Of course all anyone could talk about was our impending site placement announcements and the interviews that had taken place over the last week. There’s a lot of nail-biting going on over that, with nothing but the tiniest scraps of non-information to base it on. I’ll be glad to have this ordeal over with on Thursday afternoon. Even then, all we’ll really find out is probably just the name of some village and the province that it’s in; we won’t know whether it’s good news, bad news, or somewhere in the middle until we get there and check it out. Which we actually will do starting Saturday. We have site visits scheduled from the 17th to the 23th. This is the real thing: I’ll go alone, to what will eventually be my site, and spend a few days living with the family that will be my next host family. I’ll have no PC staff or other trainees around. I have no idea how much or little this family and their community will know about me and what I’m coming there to do (in part depends on if I’m replacing another volunteer), but I have to assume it’s next to nothing. Everything we’ve done so far in training has been leading up to this encounter. I’m thinking of what Michelle supposedly said to Barack backstage at the DNC in Boston 2004 just before he went out and gave the keynote speech that changed everything: “Don’t blow it, buddy.”
7 April
Site placement interview today with Rachid, the Assistant Program Manager for the Health Sector. What a nerve-wracking and suspenseful process this is. The general consensus among trainees, which Rachid confirmed for us, is that they already have likely sites picked out and the interview is mostly to feel us out about them. Of course, all the information is travelling one-way; we won’t learn a thing about where we’re going until the sites are officially announced on the 15th. He asked me questions like “Are you okay with walking long distances?” and when he asked about my ideal site and I said it was within half an hour of a big city, he gave a hearty laugh. So I’m thinking it’s going to be pretty remote. There are six possible provinces for Tashlheet speakers: Ouarzazate, Azilal, Essaouria, Tiznit, Taroudant, and Tata. All except Azilal are south of Marrakech, and since he confirmed with me that I preferred hot to cold and Azilal is in the mountains, I think I can rule that one out. Tata is the furthest south, the most in the desert, and farthest from other cities, so I’m preparing myself for that. I may be preaching to the rocks and the Sahara Vipers about toothbrushing and nutrition for two years.
As this second month of PST is now well underway and seems set to fly by, the fact that we’re all going to be all alone at our sites and scattered to the four winds very soon is starting to sink in, and it’s kind of scary and a little sad. Before coming, whenever I imagined myself in the Peace Corps, I always skipped ahead to the part where I was on my own, doing my own work on my own schedule and living among host country nationals. That’s the environment I pictured because that’s the way I like to work—independently.

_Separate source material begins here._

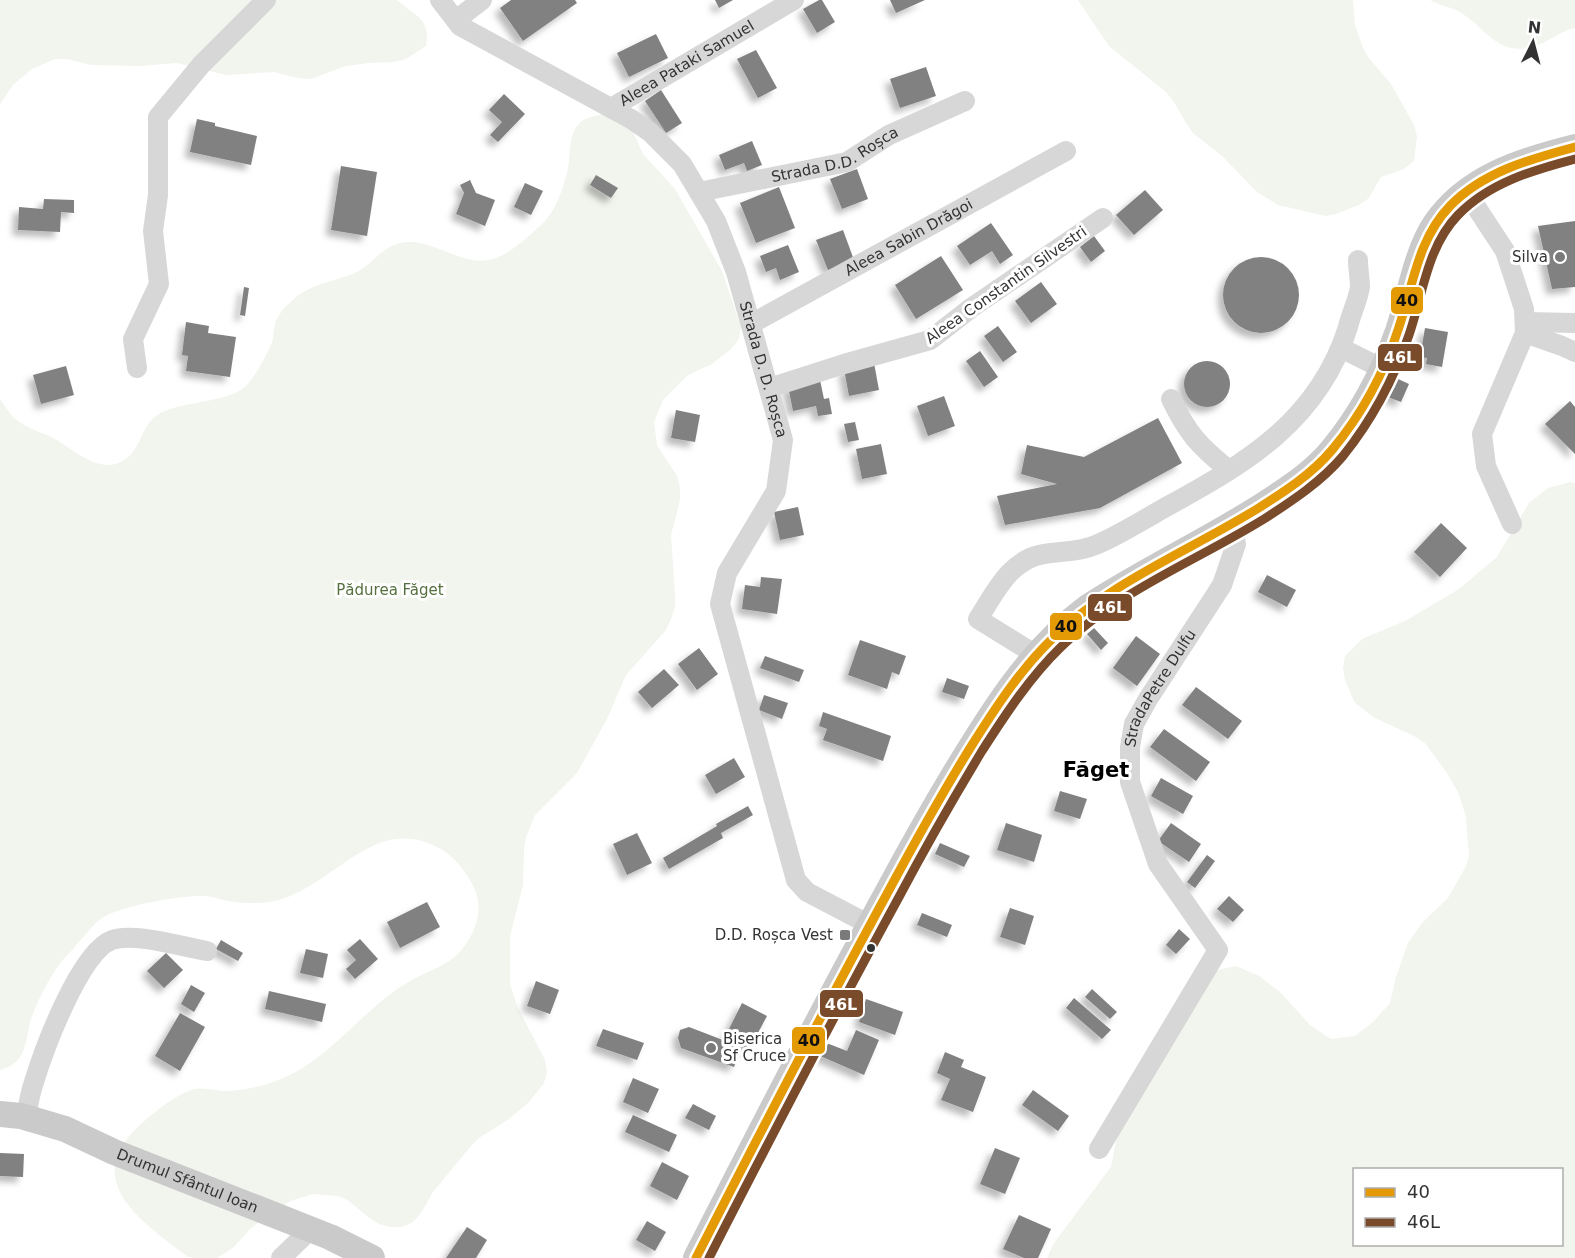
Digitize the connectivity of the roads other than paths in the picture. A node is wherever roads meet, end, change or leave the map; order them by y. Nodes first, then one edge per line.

It never occurred to me that I would get so attached to a group of other volunteers, and so it never occurred to me that being separated from them would be hard. But it is going to be. We’ll all get together every few months after service starts for additional trainings and conferences, and we’ll be able to visit each other individually and in groups, but distance will make that hard. And the volunteers around each province will probably wind up forming small groups of their own not unlike our current CBT’s. But it’s not ever going to be quite the same as it is now. Soon we get thrown into the deep end of the pool, and we get to see who learned how to swim.